Abstract
Widespread species- and genus-level extinctions of mammals in North America and Europe occurred during the last deglaciation [16,000–9,000 yr B.P. (by 14C)], a period of rapid and often abrupt climatic and vegetational change. These extinctions are variously ascribed to environmental change and overkill by human hunters. By contrast, plant extinctions since the Middle Pleistocene are undocumented, suggesting that plant species have been able to respond to environmental changes of the past several glacial/interglacial cycles by migration. We provide evidence from morphological studies of fossil cones and anatomical studies of fossil needles that a now-extinct species of spruce (Picea critchfieldii sp. nov.) was widespread in eastern North America during the Last Glacial Maximum. P. critchfieldii was dominant in vegetation of the Lower Mississippi Valley, and extended at least as far east as western Georgia. P. critchfieldii disappeared during the last deglaciation, and its extinction is not directly attributable to human activities. Similarly widespread plant species may be at risk of extinction in the face of future climate change.
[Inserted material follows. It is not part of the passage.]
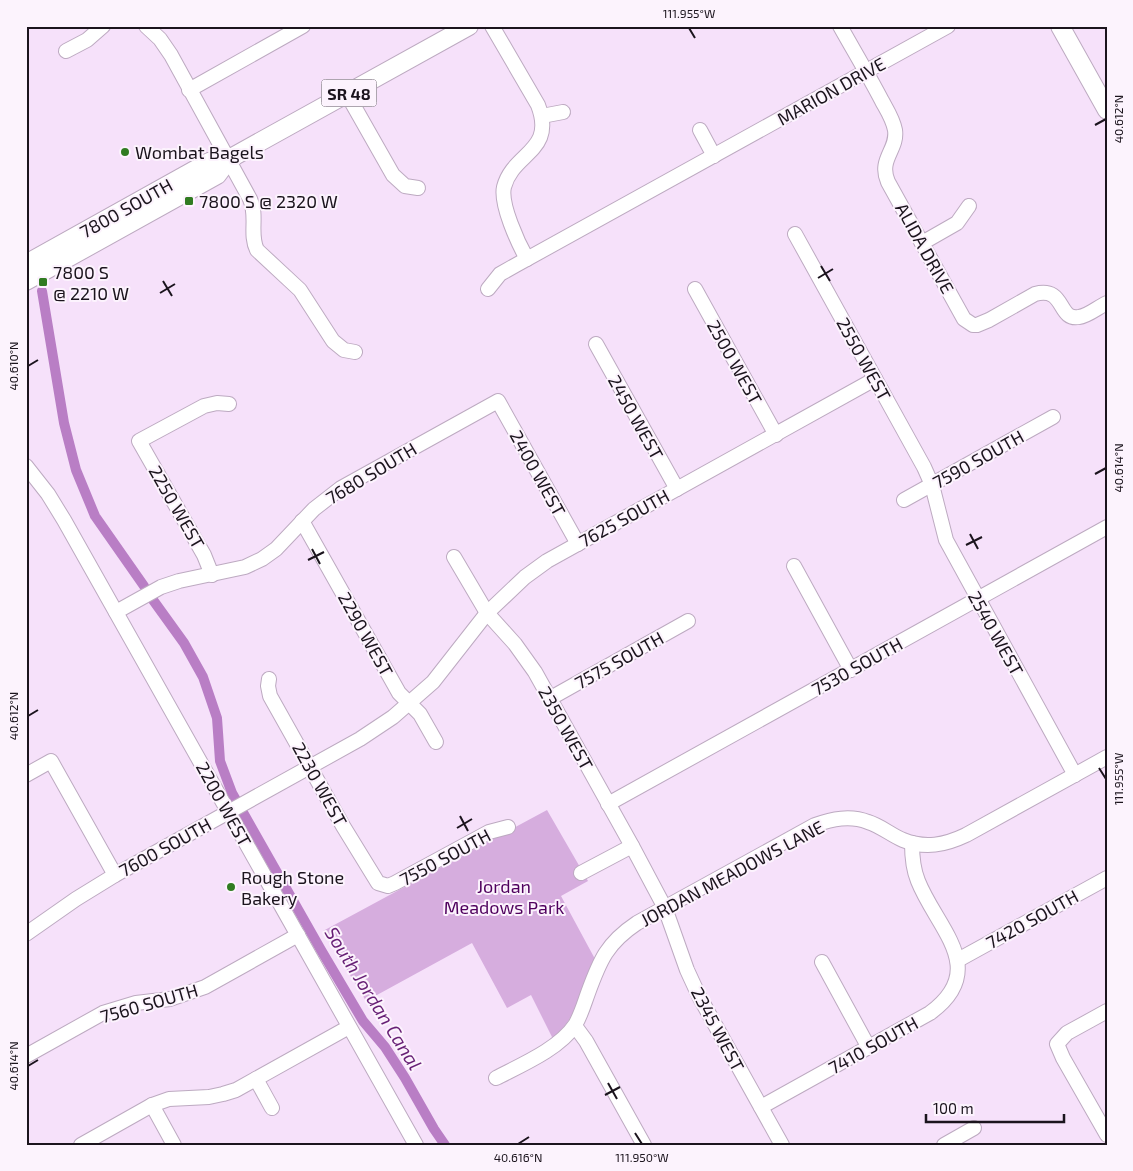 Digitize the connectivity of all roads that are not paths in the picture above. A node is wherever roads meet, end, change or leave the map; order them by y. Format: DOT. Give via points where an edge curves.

Widespread Late Quaternary species- and genus-level extinctions of mammals in North America and Europe have been documented since the early 19th Century (1–4). These extinctions were concentrated during the last deglaciation [16,000 to 9,000 yr B.P. (by 14C)] (5, 6), a period of rapid and often abrupt climatic and vegetational change (7–9). In contrast to mammals, few Quaternary plant extinctions are documented (10–14). Most are concentrated at the Pliocene/Pleistocene boundary (ca. 1.6 million yr ago), although a few occurred in Europe during the Early to Middle Pleistocene. No Late Quaternary plant extinctions have been reported, leaving the impression that few or no extinctions occurred during the last glacial/interglacial cycle. Most knowledge of Late Quaternary vegetational and floristic change comes from fossil pollen preserved in lake and wetland sediments. Species extinctions may be masked by taxonomic smoothing in the pollen record, which rarely permits species-level differentiation. Plant macrofossils often support species-level identification, but few sites have been studied in detail, and few studies have included the detailed morphological and anatomical analyses required to determine whether fossil material is unequivocally assignable to extant or extinct species.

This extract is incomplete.